Scan the entries below, and for each line that includes the word "graph", make a copy.

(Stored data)
───
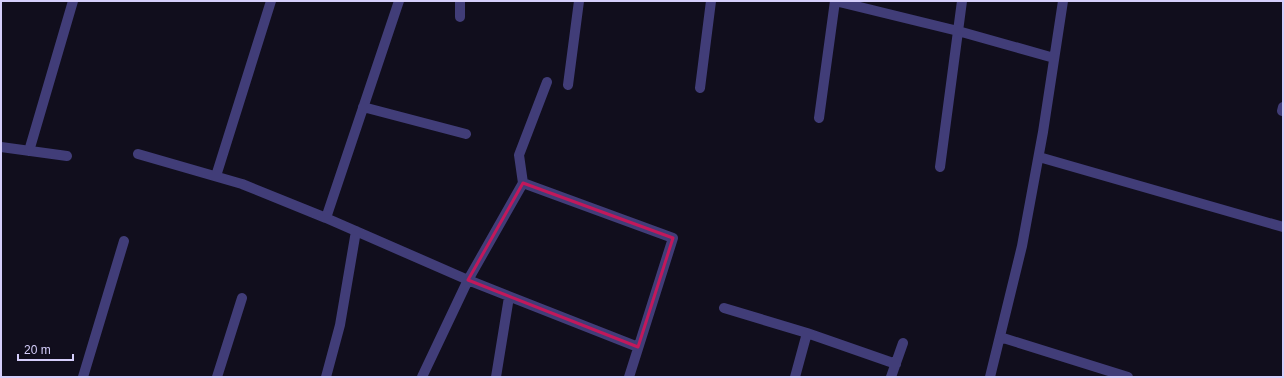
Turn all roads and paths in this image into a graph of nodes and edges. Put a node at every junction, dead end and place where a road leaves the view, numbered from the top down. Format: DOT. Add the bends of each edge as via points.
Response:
graph roads {
  1 [pos="73,1"];
  2 [pos="271,1"];
  3 [pos="399,1"];
  4 [pos="460,1"];
  5 [pos="580,1"];
  6 [pos="711,1"];
  7 [pos="835,1"];
  8 [pos="962,1"];
  9 [pos="1063,1"];
  10 [pos="460,17"];
  11 [pos="958,31"];
  12 [pos="1054,58"];
  13 [pos="547,82"];
  14 [pos="568,85"];
  15 [pos="700,88"];
  16 [pos="363,107"];
  17 [pos="819,118"];
  18 [pos="466,134"];
  19 [pos="1,147"];
  20 [pos="28,151"];
  21 [pos="138,154"];
  22 [pos="67,156"];
  23 [pos="1039,156"];
  24 [pos="940,167"];
  25 [pos="216,176"];
  26 [pos="523,183"];
  27 [pos="326,218"];
  28 [pos="1283,227"];
  29 [pos="356,231"];
  30 [pos="124,241"];
  31 [pos="468,280"];
  32 [pos="509,297"];
  33 [pos="242,298"];
  34 [pos="724,308"];
  35 [pos="807,333"];
  36 [pos="1000,337"];
  37 [pos="903,343"];
  38 [pos="638,347"];
  39 [pos="896,364"];
  40 [pos="83,377"];
  41 [pos="217,377"];
  42 [pos="326,377"];
  43 [pos="422,377"];
  44 [pos="496,377"];
  45 [pos="629,377"];
  46 [pos="795,377"];
  47 [pos="891,377"];
  48 [pos="990,377"];
  49 [pos="1128,377"];
  1 -- 20 [label="street"];
  2 -- 25 [label="street"];
  3 -- 16 [label="street"];
  4 -- 10 [label="street"];
  5 -- 14 [label="street"];
  6 -- 15 [label="street"];
  7 -- 11 [label="street"];
  7 -- 17 [label="street"];
  8 -- 11 [label="street"];
  9 -- 12 [label="street"];
  11 -- 12 [label="street"];
  11 -- 24 [label="street"];
  12 -- 23 [label="street"];
  13 -- 26 [label="street" via="519,156"];
  16 -- 18 [label="street"];
  16 -- 27 [label="street"];
  19 -- 20 [label="street"];
  20 -- 22 [label="street"];
  21 -- 25 [label="street"];
  23 -- 28 [label="street"];
  23 -- 36 [label="street" via="1022,246"];
  25 -- 27 [label="street"];
  26 -- 31 [label="street"];
  26 -- 38 [label="street" via="673,238"];
  27 -- 29 [label="street"];
  29 -- 31 [label="street"];
  29 -- 42 [label="street" via="340,325"];
  30 -- 40 [label="street"];
  31 -- 32 [label="street"];
  31 -- 43 [label="street"];
  32 -- 38 [label="street"];
  32 -- 44 [label="street"];
  33 -- 41 [label="street"];
  34 -- 35 [label="street"];
  35 -- 39 [label="street"];
  35 -- 46 [label="street"];
  36 -- 48 [label="street"];
  36 -- 49 [label="street"];
  37 -- 39 [label="street"];
  38 -- 45 [label="street"];
  39 -- 47 [label="street"];
}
───
ANSWER SECTION:
Turn all roads and paths in this image into a graph of nodes and edges. Put a node at every junction, dead end and place where a road leaves the view, numbered from the top down. Format: DOT. Add the bends of each edge as via points.
graph roads {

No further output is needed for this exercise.